In July 2016, Bai Lu featured in Rover Lu's MV, "Liu Yan" - Message as the protagonist.

Career

2016 – 2018: Beginnings
In 2016, Bai signed a contract with Yu Zheng's entertainment company Huanyu Film. She then acted in her first television series Zhaoge, playing a noble lady.

In 2017, Bai starred in the historical comedy television series King Is Not Easy, which is her first leading role. The same year, she was cast in the fantasy drama The Monkey King: Land of Beauty as the female lead.

In 2018, Bai starred in historical romance drama Untouchable Lovers, playing dual roles in the series, as a female general (Hou Xuan) and a prince's concubine (Le Yun).
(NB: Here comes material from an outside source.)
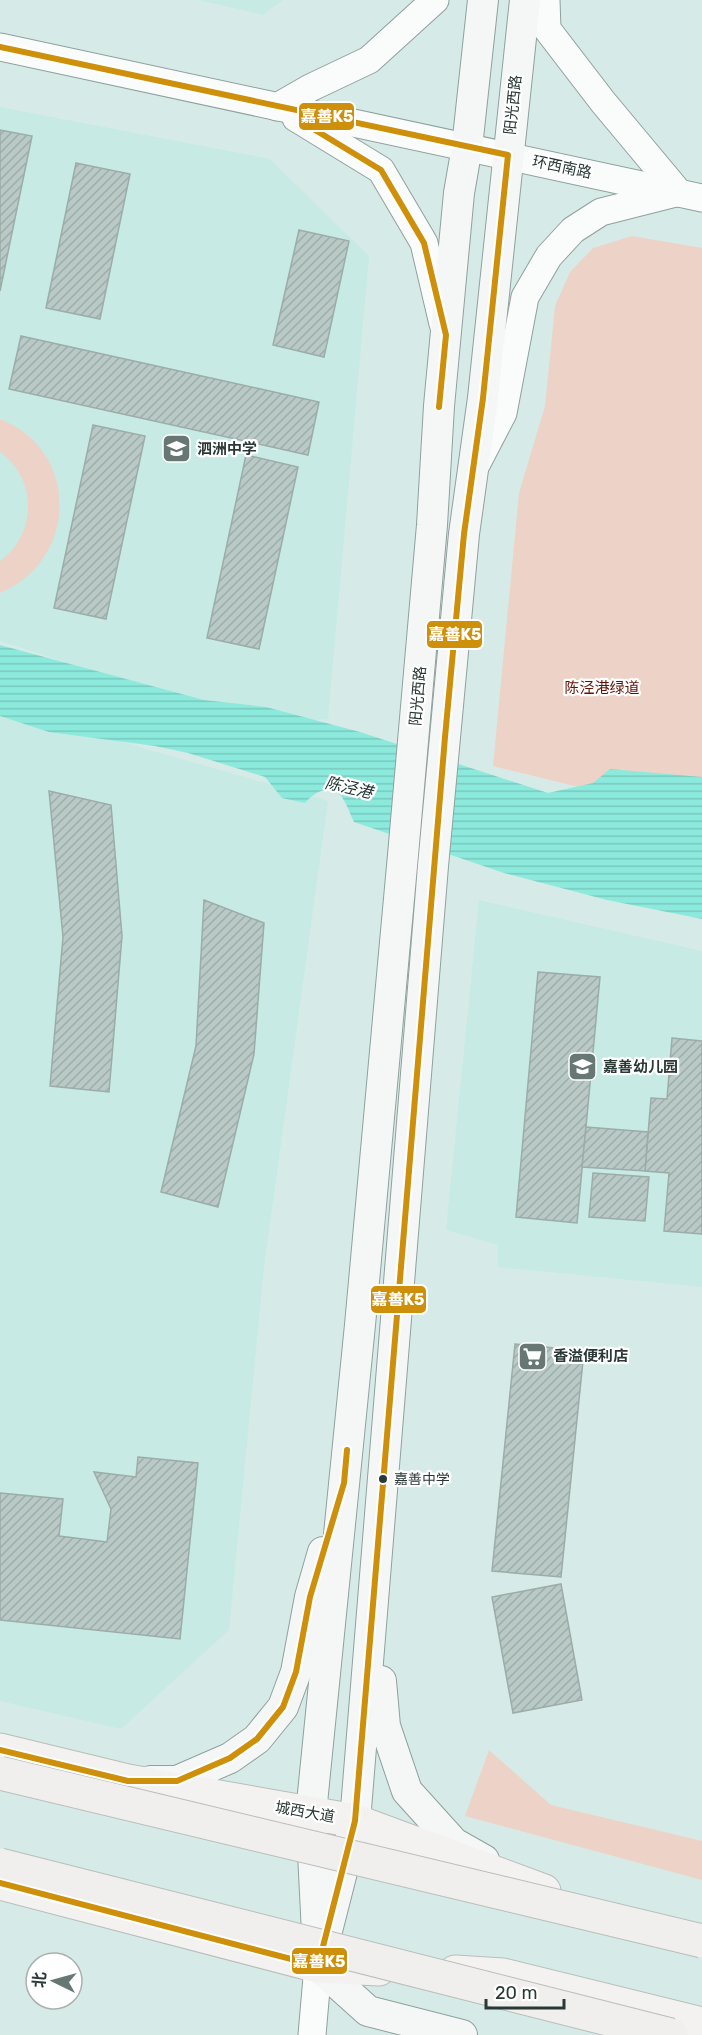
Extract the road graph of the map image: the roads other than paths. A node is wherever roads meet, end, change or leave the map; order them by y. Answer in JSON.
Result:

She was awarded the Newcomer Award at the iQiyi All-Star Carnival for her performance.

2019 – Present: Rising popularity
In 2019, Bai starred in the xianxia drama The Legends alongside Xu Kai, where her role as an overbearing demoness received positive reviews. The same year, she starred in the youth military drama Arsenal Military Academy and romance comedy drama Lucky's First Love. 
She was also cast in the historical romance drama Jiu Liu Overlord alongside Lai Yi.
 
In 2020, Bai starred in the workplace romance drama Love Is Sweet alongside Luo Yunxi, playing an idealistic but intelligent financial analyst.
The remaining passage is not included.